Nintendo making an online multiplayer shooter may not sound right, but it absolutely feels right in action. They are often criticised for being too old school, too afraid of new ideas - and yet with Splatoon Nintendo have taken on a modern genre, given it a brilliant twist, and produced their most creatively successful new IP since 2001's Animal Crossing.
How they've subverted the typically blood-soaked shooter genre is delightfully simple: instead of shooting other players, the object is to shoot everything else.
Your squid/kid (called in Inkling) carries a tank full of ink and a weapon to dish it out, which they must use to coat as much of any given map as possible. Areas glazed with your ink can be used to travel faster using the characters' squid form, which also replenishes ink and can be used to sneak up on opponents. The team which covers the most surface area by the end of the round wins.
Shooting opposing players does kill splat them, creating a small burst of your ink and sending them back to their respawn point – so there are classic shooter tropes still – but the emphasis on the environment makes Splatoon unique, fresh and perfect for a younger audience.
Controls default to the motion control of the Wii U's Gamepad, used for aiming in conjunction with the analogue sticks for movement. It's a little troublesome to start but gets easier and certainly has its champions. For those who wish to avoid motion control, they can switch it off immediately after the initial tutorial.
Once that tutorial is complete players are dropped into Inkopolis, the game's hub area, where everything in the game is accessed. There's the online lobby, local 1-on-1 multiplayer Battle Dojo, single player story mode, and four shops where players can buy new weapons and clothing.
Headwear, shoes and shirts can be mixed and matched to make the most of the various perks they come with, but unfortunately cannot be saved as load-out options for quick changes. Frustratingly there isn't even the ability to switch weapons between games in the lobby. Players must return to the hub to do so.
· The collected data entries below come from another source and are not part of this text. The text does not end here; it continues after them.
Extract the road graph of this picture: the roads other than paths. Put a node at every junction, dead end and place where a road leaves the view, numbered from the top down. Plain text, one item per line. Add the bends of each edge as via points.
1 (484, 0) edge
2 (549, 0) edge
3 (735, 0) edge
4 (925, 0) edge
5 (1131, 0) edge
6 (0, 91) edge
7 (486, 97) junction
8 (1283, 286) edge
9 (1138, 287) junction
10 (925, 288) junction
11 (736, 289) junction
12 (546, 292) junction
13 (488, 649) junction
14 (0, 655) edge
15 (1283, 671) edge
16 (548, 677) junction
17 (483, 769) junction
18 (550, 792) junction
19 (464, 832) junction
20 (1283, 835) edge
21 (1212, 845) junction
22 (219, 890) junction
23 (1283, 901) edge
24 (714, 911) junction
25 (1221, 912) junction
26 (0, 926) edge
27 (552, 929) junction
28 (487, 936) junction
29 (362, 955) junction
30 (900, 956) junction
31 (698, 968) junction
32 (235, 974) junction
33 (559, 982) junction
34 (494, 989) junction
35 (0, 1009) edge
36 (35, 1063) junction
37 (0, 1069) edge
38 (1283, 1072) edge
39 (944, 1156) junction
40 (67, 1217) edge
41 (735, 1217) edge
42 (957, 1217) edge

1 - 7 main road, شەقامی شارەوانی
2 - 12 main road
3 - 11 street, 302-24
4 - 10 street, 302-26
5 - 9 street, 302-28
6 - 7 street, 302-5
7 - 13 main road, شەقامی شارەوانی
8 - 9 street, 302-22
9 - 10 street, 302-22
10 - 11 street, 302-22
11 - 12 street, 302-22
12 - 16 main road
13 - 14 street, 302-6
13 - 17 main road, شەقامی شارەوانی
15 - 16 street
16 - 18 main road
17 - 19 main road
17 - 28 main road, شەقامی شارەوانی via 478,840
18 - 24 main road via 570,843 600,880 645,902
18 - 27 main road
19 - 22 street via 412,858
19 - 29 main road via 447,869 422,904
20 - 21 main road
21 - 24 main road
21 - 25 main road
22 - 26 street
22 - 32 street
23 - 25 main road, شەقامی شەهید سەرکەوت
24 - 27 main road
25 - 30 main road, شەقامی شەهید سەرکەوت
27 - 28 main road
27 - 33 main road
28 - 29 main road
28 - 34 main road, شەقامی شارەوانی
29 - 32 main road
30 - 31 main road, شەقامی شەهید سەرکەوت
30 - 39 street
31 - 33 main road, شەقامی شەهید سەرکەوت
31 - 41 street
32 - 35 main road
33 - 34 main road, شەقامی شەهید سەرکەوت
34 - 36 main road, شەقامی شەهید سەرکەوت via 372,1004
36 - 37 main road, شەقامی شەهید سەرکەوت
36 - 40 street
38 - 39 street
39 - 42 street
While it only takes a matter of seconds to walk from the multiplayer lobby to the stores or single player, each can also be tapped on the gamepad to instantly load – streamlining the experience should you want. Players will however want to go up to the characters who occupy Inkopolis to see some of the impressive and bizarre Miiverse artwork on show.
Multiplayer is the key component of Splatoon of course, and where players will spend most of their time. Rounds in the standard 4-on-4 Turf War mode are three minutes long: a seemingly short but perfect amount of time for what the game is. Each match is frantic and chaotic, but the aims of the player are always clear despite the lack of voice chat which many have criticised.
Voice chat among friends would be a nice addition, but the game does not suffer for a lack of communication. The gamepad's map fills with the brightly coloured inks of the opposing teams and shows where your teammates are, marking areas in need of attacking or defending clear.
In ranked mode (unlocked after players reach level 10) is a different game mode which focuses the action on specific contestable areas. Fill the zone or zones up with your ink and your team will control it, which in turn ticks down a counter to victory.
Aptly, given it's for players of a higher level, Splat Zones is tougher than Turf War and a good sign that the game's mechanics can be applied to more inventive modes to come in free updates over the summer.
These levels will seemingly occupy a third slot in the map rotation, which switches a set of two in regular and ranked play every two hours. It's a good indication that a fair few maps are on their way to expand the game's content.
Hopefully the levels yet to come will add to the current set of rather basic levels (in terms of features, not layouts) and utilise some of the elements of Splatoon's surprisingly robust single player. Sponge platforms that inflate with ink and shrink with enemy ink and some of the tougher obstacles would make great additions.
It's a credit to the single player that the absence of such features in multiplayer is felt. The fact the story mode can be easily likened to Super Mario Sunshine and Galaxy should also be a clear indicator of the quality on offer. Utilising the classic Mario formula, each level takes a single concept and tests the player with it, combining the features later on to increase the challenge.
The story takes place in an open, Mario-style over-world called Octo Valley, comprised of five zones that each climax with a boss encounter. These bosses are enormous fun, putting the core mechanics of the game to a better test than in the multiplayer and duly proving just how wonderfully refined they are.
The final boss in particular is a real treat nearly worth the price of admission alone. It's one of the finest video game boss battles for many years, calling to mind both classic Nintendo and even the soaring excitement of Platinum games.
Each boss is also - like the game itself - delightfully insane from top to bottom. The idea of kids who turn into squids spraying ink at each other with super-charged super-soakers is relatively tame compared to the octopus DJ boss, or other characters like the flag-toting fat cat orchestrating matches and the furry shrimp who sells shoes.
Considering this is Nintendo's first foray into a very busy genre, Splatoon is a great achievement. There are some technical irritations that mire the experience a little however. Matchmaking isn't rock solid and joining friends often means not playing on the same side, and infrequently, not joining them at all.
Despite those niggles the game around which everything spins proves to be a rock-solid coming together of great concepts that intertwine seamlessly to create the most interesting third person shooter since Spec Ops: The Line (and for very different reasons).